Grachev Andrey Andreevich, Saratov State University
Beginin Evgeny N. , Saratov State University
Martyshkin A. A. , Saratov State University
Khutieva A. B., Saratov State University
Filchenkov I. O., Saratov State University
Sadovnikov Aleksandr Vladimirovich, Saratov State University

The purpose of research is to study of characteristics of the Fano resonance in a coupled system of nonlinear microwave-guides and resonators depending on geometric parameters of the systems, magnitude of the coupling between them, and the intensity of spin waves. Methods. Linear and nonlinear spin-wave excitations in lateral systems of irregular microwaveguides and resonators based on films of yttrium iron garnet are considered. Using micromagnetic simulation of spin-wave excitations and numerical integration of the coupled wave equation system, the transfer characteristics of the «microwaveguide – resonator» system and the Fano resonance parameters are calculated taking into account the cubic nonlinearity of magnetic media. Results.
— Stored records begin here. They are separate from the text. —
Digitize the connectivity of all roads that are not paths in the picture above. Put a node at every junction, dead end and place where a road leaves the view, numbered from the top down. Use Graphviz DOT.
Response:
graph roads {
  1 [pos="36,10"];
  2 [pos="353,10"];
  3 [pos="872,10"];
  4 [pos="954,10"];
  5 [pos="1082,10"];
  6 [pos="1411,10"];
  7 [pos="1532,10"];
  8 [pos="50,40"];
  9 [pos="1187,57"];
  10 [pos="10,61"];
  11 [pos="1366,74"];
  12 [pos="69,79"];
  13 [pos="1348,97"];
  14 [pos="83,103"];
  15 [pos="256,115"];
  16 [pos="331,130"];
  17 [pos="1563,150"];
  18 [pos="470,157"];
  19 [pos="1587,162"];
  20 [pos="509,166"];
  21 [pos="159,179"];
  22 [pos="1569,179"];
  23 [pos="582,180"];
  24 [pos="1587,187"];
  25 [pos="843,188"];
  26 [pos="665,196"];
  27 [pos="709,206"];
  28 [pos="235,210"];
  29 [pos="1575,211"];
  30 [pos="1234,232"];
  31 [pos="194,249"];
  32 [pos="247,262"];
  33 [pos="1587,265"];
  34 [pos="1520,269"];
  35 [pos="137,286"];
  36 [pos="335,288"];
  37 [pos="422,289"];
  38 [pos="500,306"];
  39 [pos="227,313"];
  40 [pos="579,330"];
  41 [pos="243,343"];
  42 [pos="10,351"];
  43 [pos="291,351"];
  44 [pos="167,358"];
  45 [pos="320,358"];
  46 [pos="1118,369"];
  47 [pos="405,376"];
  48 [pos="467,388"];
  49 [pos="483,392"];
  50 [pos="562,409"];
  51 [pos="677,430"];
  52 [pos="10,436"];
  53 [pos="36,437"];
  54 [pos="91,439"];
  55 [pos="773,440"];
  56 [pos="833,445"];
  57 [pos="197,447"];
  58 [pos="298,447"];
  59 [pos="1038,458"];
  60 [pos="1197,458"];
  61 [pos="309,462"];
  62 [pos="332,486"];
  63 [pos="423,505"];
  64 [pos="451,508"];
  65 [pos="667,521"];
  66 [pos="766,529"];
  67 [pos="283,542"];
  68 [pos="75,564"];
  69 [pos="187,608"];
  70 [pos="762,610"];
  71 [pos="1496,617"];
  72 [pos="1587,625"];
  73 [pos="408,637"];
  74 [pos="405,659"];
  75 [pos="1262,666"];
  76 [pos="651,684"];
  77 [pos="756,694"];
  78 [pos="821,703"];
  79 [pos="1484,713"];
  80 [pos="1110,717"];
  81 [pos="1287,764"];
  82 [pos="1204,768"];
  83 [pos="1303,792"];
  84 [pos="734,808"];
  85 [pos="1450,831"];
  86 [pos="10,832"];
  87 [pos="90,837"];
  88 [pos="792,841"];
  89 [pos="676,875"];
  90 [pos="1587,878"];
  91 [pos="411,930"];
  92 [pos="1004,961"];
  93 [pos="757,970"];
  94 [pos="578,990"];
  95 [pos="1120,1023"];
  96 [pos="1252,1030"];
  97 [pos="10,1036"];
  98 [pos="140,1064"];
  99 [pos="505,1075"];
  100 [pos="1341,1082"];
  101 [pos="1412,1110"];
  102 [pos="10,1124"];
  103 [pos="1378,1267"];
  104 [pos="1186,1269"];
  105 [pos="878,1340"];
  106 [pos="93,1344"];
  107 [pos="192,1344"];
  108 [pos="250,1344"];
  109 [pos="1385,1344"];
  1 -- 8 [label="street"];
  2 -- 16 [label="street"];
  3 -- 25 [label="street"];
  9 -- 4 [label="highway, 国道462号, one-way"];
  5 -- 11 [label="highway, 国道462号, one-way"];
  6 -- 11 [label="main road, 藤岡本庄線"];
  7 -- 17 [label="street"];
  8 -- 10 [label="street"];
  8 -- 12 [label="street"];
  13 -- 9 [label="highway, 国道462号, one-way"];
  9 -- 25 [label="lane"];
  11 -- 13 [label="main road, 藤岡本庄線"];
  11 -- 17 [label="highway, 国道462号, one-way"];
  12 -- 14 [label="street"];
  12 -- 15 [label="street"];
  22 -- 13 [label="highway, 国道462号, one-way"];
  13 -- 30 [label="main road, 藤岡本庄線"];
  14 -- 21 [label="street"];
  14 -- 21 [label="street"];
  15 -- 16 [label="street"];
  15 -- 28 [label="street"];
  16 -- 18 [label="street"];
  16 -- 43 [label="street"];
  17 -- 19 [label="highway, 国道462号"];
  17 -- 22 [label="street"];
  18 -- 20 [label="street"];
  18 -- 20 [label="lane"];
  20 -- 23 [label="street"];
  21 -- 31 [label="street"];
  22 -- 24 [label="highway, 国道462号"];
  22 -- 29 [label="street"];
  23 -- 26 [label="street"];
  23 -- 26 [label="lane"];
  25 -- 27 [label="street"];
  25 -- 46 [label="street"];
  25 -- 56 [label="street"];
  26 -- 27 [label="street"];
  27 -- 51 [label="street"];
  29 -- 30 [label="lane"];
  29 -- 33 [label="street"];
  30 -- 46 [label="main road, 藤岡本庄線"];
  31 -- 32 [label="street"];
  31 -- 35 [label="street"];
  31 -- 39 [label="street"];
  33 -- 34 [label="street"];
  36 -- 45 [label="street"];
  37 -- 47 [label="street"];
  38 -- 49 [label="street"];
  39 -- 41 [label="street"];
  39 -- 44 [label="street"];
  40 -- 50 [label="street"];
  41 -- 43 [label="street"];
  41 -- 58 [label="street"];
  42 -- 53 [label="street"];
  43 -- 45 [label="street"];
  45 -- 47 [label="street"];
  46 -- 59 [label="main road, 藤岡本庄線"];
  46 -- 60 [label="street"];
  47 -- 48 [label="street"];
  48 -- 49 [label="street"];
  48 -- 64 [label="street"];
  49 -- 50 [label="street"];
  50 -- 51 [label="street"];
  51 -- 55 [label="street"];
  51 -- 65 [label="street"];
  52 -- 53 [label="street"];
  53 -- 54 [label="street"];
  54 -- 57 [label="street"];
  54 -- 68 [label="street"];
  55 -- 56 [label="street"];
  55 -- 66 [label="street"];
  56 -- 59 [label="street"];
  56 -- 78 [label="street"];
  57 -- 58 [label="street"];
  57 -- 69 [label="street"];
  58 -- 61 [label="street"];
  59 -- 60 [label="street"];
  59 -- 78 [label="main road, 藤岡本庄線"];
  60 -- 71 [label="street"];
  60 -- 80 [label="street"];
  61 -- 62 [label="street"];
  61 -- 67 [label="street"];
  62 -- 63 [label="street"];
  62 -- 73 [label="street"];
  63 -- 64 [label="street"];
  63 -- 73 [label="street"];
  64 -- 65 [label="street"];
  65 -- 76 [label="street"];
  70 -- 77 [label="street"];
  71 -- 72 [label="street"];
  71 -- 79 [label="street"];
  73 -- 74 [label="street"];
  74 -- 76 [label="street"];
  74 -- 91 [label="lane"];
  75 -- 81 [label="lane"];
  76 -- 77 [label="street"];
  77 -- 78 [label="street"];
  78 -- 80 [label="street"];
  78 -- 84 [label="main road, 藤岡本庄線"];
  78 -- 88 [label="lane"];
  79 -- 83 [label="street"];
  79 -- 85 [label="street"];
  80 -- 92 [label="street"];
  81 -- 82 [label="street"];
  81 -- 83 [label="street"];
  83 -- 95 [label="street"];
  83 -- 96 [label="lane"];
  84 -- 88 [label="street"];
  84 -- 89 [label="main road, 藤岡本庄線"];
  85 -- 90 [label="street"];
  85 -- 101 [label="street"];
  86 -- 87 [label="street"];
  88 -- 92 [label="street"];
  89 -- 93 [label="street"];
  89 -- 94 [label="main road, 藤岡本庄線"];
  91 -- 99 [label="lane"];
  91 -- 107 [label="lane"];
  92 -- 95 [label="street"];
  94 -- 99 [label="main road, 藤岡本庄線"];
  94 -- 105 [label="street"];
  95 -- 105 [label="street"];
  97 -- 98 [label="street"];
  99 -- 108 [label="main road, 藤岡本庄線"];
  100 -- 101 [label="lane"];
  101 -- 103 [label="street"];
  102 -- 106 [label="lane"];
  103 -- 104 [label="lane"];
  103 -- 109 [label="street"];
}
Based on the numerical integration of the system of equations of coupled waves that take into account the cubic nonlinearity of the magnetic media, theoretical studies have been carried out of the dependences of the transfer and phase characteristics of the «microwave-guide – resonator» system on the intensity of surface spin waves. Features of the demonstration of constructive and destructive interference of spin waves at Fano resonance are studied. Dependences of characteristics of the parameters of the Fano nonlinear resonance (asymmetry coefficient, resonance frequency shifts) on the intensity of spin-wave excitations are established. Conclusion. Results can be used to create spin-wave demultiplexers, power dividers and microwave couplers based on the lateral system of magnetic waveguides as a threshold element for neuromorphic networks, etc.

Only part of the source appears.